■ WORK TASK ■
Starting with the opening line of the material, restate every line word for word, and end on the line containing "0 1042 translate 1 -1 scale".
·····
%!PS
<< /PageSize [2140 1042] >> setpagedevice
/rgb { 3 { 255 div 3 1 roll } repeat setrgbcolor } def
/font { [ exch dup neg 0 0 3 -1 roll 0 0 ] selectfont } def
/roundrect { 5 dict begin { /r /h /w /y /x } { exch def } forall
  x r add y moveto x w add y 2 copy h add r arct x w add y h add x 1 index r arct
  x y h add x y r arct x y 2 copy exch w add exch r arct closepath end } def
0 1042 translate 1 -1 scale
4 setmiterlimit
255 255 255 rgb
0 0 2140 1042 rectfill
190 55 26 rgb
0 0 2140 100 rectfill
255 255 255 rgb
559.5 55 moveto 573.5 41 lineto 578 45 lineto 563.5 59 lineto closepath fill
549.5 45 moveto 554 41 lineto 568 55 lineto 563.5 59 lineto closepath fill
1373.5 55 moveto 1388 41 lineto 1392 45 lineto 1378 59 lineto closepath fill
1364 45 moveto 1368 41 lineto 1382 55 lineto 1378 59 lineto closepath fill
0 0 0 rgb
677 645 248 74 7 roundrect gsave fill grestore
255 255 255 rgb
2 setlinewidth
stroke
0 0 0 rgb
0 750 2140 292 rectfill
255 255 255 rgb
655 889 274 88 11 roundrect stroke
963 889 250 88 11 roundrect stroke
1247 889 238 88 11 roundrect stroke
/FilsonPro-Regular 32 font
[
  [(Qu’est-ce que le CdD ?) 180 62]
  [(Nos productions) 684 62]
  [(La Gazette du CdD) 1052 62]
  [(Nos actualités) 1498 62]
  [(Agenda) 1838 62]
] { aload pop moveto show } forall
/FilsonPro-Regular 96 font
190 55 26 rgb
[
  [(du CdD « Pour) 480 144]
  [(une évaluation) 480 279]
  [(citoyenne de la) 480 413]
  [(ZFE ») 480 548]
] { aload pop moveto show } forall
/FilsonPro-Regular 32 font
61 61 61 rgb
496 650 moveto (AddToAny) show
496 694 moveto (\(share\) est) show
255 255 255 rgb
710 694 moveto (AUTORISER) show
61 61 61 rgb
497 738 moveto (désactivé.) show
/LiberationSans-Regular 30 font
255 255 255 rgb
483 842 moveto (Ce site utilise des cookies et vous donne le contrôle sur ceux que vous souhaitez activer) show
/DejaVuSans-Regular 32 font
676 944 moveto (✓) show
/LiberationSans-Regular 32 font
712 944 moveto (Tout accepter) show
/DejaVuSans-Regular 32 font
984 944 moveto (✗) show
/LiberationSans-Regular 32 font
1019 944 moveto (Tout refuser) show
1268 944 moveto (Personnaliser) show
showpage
·····
■ EXERCISE SOLUTION ■
%!PS
<< /PageSize [2140 1042] >> setpagedevice
/rgb { 3 { 255 div 3 1 roll } repeat setrgbcolor } def
/font { [ exch dup neg 0 0 3 -1 roll 0 0 ] selectfont } def
/roundrect { 5 dict begin { /r /h /w /y /x } { exch def } forall
  x r add y moveto x w add y 2 copy h add r arct x w add y h add x 1 index r arct
  x y h add x y r arct x y 2 copy exch w add exch r arct closepath end } def
0 1042 translate 1 -1 scale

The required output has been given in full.